• _WORK TASK_
Produce an exact copy of all the records.

(Records excerpted from a collection)

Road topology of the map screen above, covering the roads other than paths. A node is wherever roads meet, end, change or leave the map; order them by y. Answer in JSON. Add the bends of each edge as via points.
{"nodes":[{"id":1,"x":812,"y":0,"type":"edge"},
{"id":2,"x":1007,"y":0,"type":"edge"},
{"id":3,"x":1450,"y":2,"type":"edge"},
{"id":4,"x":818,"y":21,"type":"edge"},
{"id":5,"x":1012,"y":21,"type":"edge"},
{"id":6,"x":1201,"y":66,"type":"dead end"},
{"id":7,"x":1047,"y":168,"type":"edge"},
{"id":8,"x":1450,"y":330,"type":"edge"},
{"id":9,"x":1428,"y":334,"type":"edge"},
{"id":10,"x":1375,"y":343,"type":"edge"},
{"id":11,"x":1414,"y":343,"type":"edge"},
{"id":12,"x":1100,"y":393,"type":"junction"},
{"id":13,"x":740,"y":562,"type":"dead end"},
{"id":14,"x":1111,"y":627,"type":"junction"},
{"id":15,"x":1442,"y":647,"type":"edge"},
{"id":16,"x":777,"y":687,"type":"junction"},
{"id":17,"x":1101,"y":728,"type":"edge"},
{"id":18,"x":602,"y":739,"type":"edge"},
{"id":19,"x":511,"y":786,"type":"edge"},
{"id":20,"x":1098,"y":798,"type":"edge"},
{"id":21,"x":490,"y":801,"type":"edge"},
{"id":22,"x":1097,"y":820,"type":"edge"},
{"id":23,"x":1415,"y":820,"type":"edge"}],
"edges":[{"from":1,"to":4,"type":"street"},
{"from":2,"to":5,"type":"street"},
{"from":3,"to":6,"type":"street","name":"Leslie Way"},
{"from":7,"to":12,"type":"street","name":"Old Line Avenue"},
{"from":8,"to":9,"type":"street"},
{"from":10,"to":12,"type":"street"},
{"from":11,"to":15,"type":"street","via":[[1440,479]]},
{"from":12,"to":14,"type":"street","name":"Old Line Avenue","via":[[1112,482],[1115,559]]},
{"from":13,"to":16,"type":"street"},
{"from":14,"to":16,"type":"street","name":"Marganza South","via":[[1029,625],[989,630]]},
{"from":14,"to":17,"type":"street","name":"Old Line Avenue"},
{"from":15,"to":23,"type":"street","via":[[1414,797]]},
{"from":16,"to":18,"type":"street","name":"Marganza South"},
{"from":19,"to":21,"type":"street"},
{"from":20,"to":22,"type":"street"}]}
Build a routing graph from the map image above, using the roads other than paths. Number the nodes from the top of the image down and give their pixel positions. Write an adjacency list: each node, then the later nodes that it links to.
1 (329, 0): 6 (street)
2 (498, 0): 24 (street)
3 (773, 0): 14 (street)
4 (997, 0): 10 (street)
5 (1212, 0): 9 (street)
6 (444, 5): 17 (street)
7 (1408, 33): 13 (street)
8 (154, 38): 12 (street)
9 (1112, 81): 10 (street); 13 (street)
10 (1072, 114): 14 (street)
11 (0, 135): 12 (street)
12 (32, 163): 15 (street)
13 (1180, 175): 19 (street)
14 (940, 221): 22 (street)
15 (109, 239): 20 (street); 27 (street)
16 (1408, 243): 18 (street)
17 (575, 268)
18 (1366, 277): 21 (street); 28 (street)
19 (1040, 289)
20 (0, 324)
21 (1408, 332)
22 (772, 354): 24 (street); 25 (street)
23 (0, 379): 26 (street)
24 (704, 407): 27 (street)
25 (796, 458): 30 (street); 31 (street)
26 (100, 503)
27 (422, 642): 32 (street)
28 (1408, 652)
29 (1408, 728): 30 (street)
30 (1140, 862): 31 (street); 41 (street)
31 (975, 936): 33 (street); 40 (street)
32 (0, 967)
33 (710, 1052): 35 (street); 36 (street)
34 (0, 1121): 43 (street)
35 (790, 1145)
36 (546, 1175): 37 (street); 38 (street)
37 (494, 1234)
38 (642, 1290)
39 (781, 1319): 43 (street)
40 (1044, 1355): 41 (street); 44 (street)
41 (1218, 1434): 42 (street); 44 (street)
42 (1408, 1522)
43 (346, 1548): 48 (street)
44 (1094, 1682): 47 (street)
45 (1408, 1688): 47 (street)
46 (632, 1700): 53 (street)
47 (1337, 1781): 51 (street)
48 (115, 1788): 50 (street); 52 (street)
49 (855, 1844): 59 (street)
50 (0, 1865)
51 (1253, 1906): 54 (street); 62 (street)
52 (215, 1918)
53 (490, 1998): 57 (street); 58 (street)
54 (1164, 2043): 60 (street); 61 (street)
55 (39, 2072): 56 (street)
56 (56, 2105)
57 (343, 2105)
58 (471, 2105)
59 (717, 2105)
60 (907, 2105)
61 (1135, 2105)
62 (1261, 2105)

• _PROBLEM SOLUTION_
Road topology of the map screen above, covering the roads other than paths. A node is wherever roads meet, end, change or leave the map; order them by y. Answer in JSON. Add the bends of each edge as via points.
{"nodes":[{"id":1,"x":812,"y":0,"type":"edge"},
{"id":2,"x":1007,"y":0,"type":"edge"},
{"id":3,"x":1450,"y":2,"type":"edge"},
{"id":4,"x":818,"y":21,"type":"edge"},
{"id":5,"x":1012,"y":21,"type":"edge"},
{"id":6,"x":1201,"y":66,"type":"dead end"},
{"id":7,"x":1047,"y":168,"type":"edge"},
{"id":8,"x":1450,"y":330,"type":"edge"},
{"id":9,"x":1428,"y":334,"type":"edge"},
{"id":10,"x":1375,"y":343,"type":"edge"},
{"id":11,"x":1414,"y":343,"type":"edge"},
{"id":12,"x":1100,"y":393,"type":"junction"},
{"id":13,"x":740,"y":562,"type":"dead end"},
{"id":14,"x":1111,"y":627,"type":"junction"},
{"id":15,"x":1442,"y":647,"type":"edge"},
{"id":16,"x":777,"y":687,"type":"junction"},
{"id":17,"x":1101,"y":728,"type":"edge"},
{"id":18,"x":602,"y":739,"type":"edge"},
{"id":19,"x":511,"y":786,"type":"edge"},
{"id":20,"x":1098,"y":798,"type":"edge"},
{"id":21,"x":490,"y":801,"type":"edge"},
{"id":22,"x":1097,"y":820,"type":"edge"},
{"id":23,"x":1415,"y":820,"type":"edge"}],
"edges":[{"from":1,"to":4,"type":"street"},
{"from":2,"to":5,"type":"street"},
{"from":3,"to":6,"type":"street","name":"Leslie Way"},
{"from":7,"to":12,"type":"street","name":"Old Line Avenue"},
{"from":8,"to":9,"type":"street"},
{"from":10,"to":12,"type":"street"},
{"from":11,"to":15,"type":"street","via":[[1440,479]]},
{"from":12,"to":14,"type":"street","name":"Old Line Avenue","via":[[1112,482],[1115,559]]},
{"from":13,"to":16,"type":"street"},
{"from":14,"to":16,"type":"street","name":"Marganza South","via":[[1029,625],[989,630]]},
{"from":14,"to":17,"type":"street","name":"Old Line Avenue"},
{"from":15,"to":23,"type":"street","via":[[1414,797]]},
{"from":16,"to":18,"type":"street","name":"Marganza South"},
{"from":19,"to":21,"type":"street"},
{"from":20,"to":22,"type":"street"}]}
Build a routing graph from the map image above, using the roads other than paths. Number the nodes from the top of the image down and give their pixel positions. Write an adjacency list: each node, then the later nodes that it links to.
1 (329, 0): 6 (street)
2 (498, 0): 24 (street)
3 (773, 0): 14 (street)
4 (997, 0): 10 (street)
5 (1212, 0): 9 (street)
6 (444, 5): 17 (street)
7 (1408, 33): 13 (street)
8 (154, 38): 12 (street)
9 (1112, 81): 10 (street); 13 (street)
10 (1072, 114): 14 (street)
11 (0, 135): 12 (street)
12 (32, 163): 15 (street)
13 (1180, 175): 19 (street)
14 (940, 221): 22 (street)
15 (109, 239): 20 (street); 27 (street)
16 (1408, 243): 18 (street)
17 (575, 268)
18 (1366, 277): 21 (street); 28 (street)
19 (1040, 289)
20 (0, 324)
21 (1408, 332)
22 (772, 354): 24 (street); 25 (street)
23 (0, 379): 26 (street)
24 (704, 407): 27 (street)
25 (796, 458): 30 (street); 31 (street)
26 (100, 503)
27 (422, 642): 32 (street)
28 (1408, 652)
29 (1408, 728): 30 (street)
30 (1140, 862): 31 (street); 41 (street)
31 (975, 936): 33 (street); 40 (street)
32 (0, 967)
33 (710, 1052): 35 (street); 36 (street)
34 (0, 1121): 43 (street)
35 (790, 1145)
36 (546, 1175): 37 (street); 38 (street)
37 (494, 1234)
38 (642, 1290)
39 (781, 1319): 43 (street)
40 (1044, 1355): 41 (street); 44 (street)
41 (1218, 1434): 42 (street); 44 (street)
42 (1408, 1522)
43 (346, 1548): 48 (street)
44 (1094, 1682): 47 (street)
45 (1408, 1688): 47 (street)
46 (632, 1700): 53 (street)
47 (1337, 1781): 51 (street)
48 (115, 1788): 50 (street); 52 (street)
49 (855, 1844): 59 (street)
50 (0, 1865)
51 (1253, 1906): 54 (street); 62 (street)
52 (215, 1918)
53 (490, 1998): 57 (street); 58 (street)
54 (1164, 2043): 60 (street); 61 (street)
55 (39, 2072): 56 (street)
56 (56, 2105)
57 (343, 2105)
58 (471, 2105)
59 (717, 2105)
60 (907, 2105)
61 (1135, 2105)
62 (1261, 2105)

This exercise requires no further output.